▶ _Exercise instructions_
Hunt for the word "Calle" across the entries below, copying each line that holds it.

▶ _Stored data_
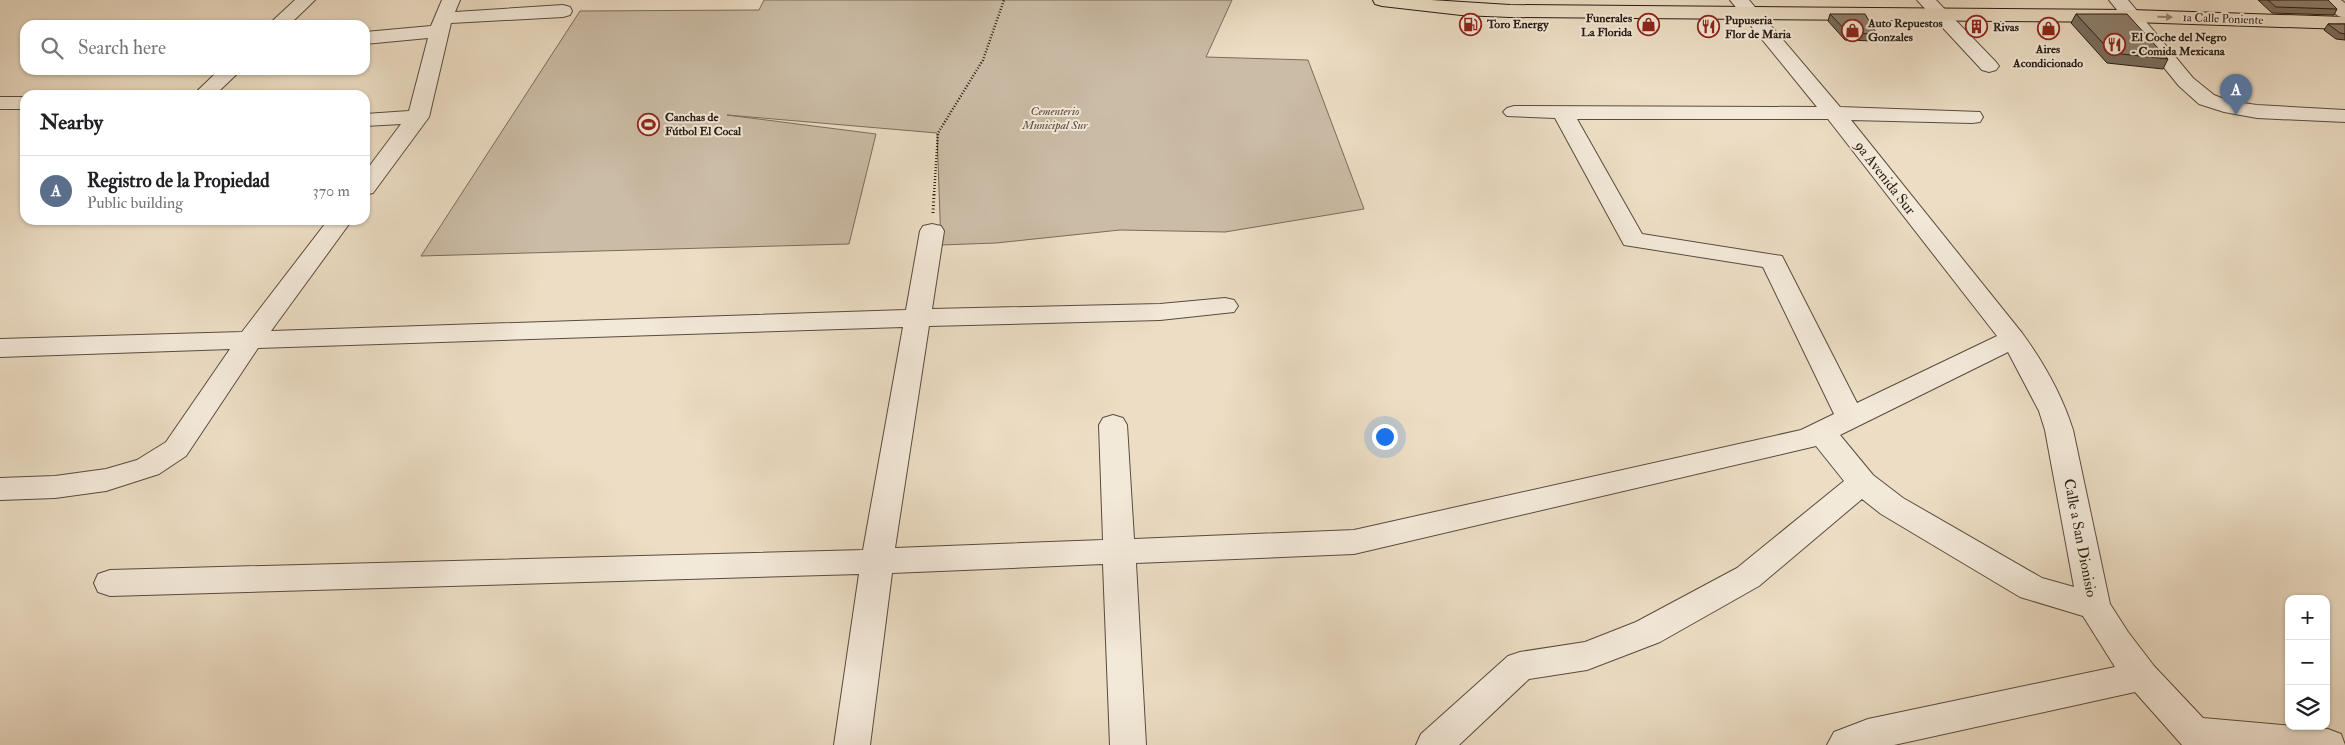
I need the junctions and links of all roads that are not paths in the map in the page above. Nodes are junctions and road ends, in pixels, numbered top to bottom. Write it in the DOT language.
graph roads {
  1 [pos="306,0"];
  2 [pos="1382,0"];
  3 [pos="2118,0"];
  4 [pos="2329,0"];
  5 [pos="1744,6"];
  6 [pos="1931,7"];
  7 [pos="562,11"];
  8 [pos="2345,12"];
  9 [pos="445,16"];
  10 [pos="2132,16"];
  11 [pos="284,20"];
  12 [pos="2345,23"];
  13 [pos="370,37"];
  14 [pos="1989,66"];
  15 [pos="225,75"];
  16 [pos="209,90"];
  17 [pos="2210,101"];
  18 [pos="0,104"];
  19 [pos="20,104"];
  20 [pos="2345,109"];
  21 [pos="1514,112"];
  22 [pos="1834,112"];
  23 [pos="1563,113"];
  24 [pos="2345,116"];
  25 [pos="418,117"];
  26 [pos="1972,117"];
  27 [pos="370,120"];
  28 [pos="370,181"];
  29 [pos="336,225"];
  30 [pos="932,231"];
  31 [pos="1225,306"];
  32 [pos="918,318"];
  33 [pos="250,340"];
  34 [pos="0,348"];
  35 [pos="2020,349"];
  36 [pos="1850,418"];
  37 [pos="1113,425"];
  38 [pos="1821,432"];
  39 [pos="1862,483"];
  40 [pos="0,489"];
  41 [pos="1119,552"];
  42 [pos="877,562"];
  43 [pos="110,583"];
  44 [pos="2094,606"];
  45 [pos="2142,676"];
  46 [pos="2200,739"];
  47 [pos="852,745"];
  48 [pos="1128,745"];
  49 [pos="1434,745"];
  50 [pos="1845,745"];
  51 [pos="2328,745"];
  1 -- 11 [label="street"];
  2 -- 5 [label="main road, 1a Calle Poniente"];
  3 -- 10 [label="street"];
  4 -- 8 [label="street"];
  5 -- 6 [label="main road, 1a Calle Poniente"];
  5 -- 22 [label="street, 9a Avenida Sur"];
  6 -- 10 [label="main road, 1a Calle Poniente"];
  6 -- 14 [label="street"];
  7 -- 9 [label="street"];
  9 -- 13 [label="street"];
  9 -- 25 [label="street"];
  10 -- 12 [label="main road, 1a Calle Poniente, one-way"];
  10 -- 17 [label="street"];
  15 -- 16 [label="street"];
  17 -- 20 [label="street"];
  17 -- 24 [label="street"];
  18 -- 19 [label="street"];
  21 -- 23 [label="street"];
  22 -- 23 [label="street"];
  22 -- 26 [label="street"];
  22 -- 35 [label="street, 9a Avenida Sur"];
  23 -- 36 [label="street"];
  25 -- 27 [label="street"];
  25 -- 28 [label="street"];
  29 -- 33 [label="street"];
  30 -- 32 [label="street"];
  31 -- 32 [label="street"];
  32 -- 33 [label="street"];
  32 -- 42 [label="street"];
  33 -- 34 [label="street"];
  33 -- 40 [label="street"];
  35 -- 36 [label="street"];
  35 -- 44 [label="street, Calle a San Dionisio"];
  36 -- 38 [label="street"];
  37 -- 41 [label="street"];
  38 -- 39 [label="street"];
  38 -- 41 [label="street"];
  39 -- 44 [label="street"];
  39 -- 49 [label="street"];
  41 -- 42 [label="street"];
  41 -- 48 [label="street"];
  42 -- 43 [label="street"];
  42 -- 47 [label="street"];
  44 -- 45 [label="street, Calle a San Dionisio"];
  45 -- 46 [label="street, Calle a San Dionisio"];
  45 -- 50 [label="street"];
  46 -- 51 [label="street"];
}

▶ _Output for this exercise_
  2 -- 5 [label="main road, 1a Calle Poniente"];
  5 -- 6 [label="main road, 1a Calle Poniente"];
  6 -- 10 [label="main road, 1a Calle Poniente"];
  10 -- 12 [label="main road, 1a Calle Poniente, one-way"];
  35 -- 44 [label="street, Calle a San Dionisio"];
  44 -- 45 [label="street, Calle a San Dionisio"];
  45 -- 46 [label="street, Calle a San Dionisio"];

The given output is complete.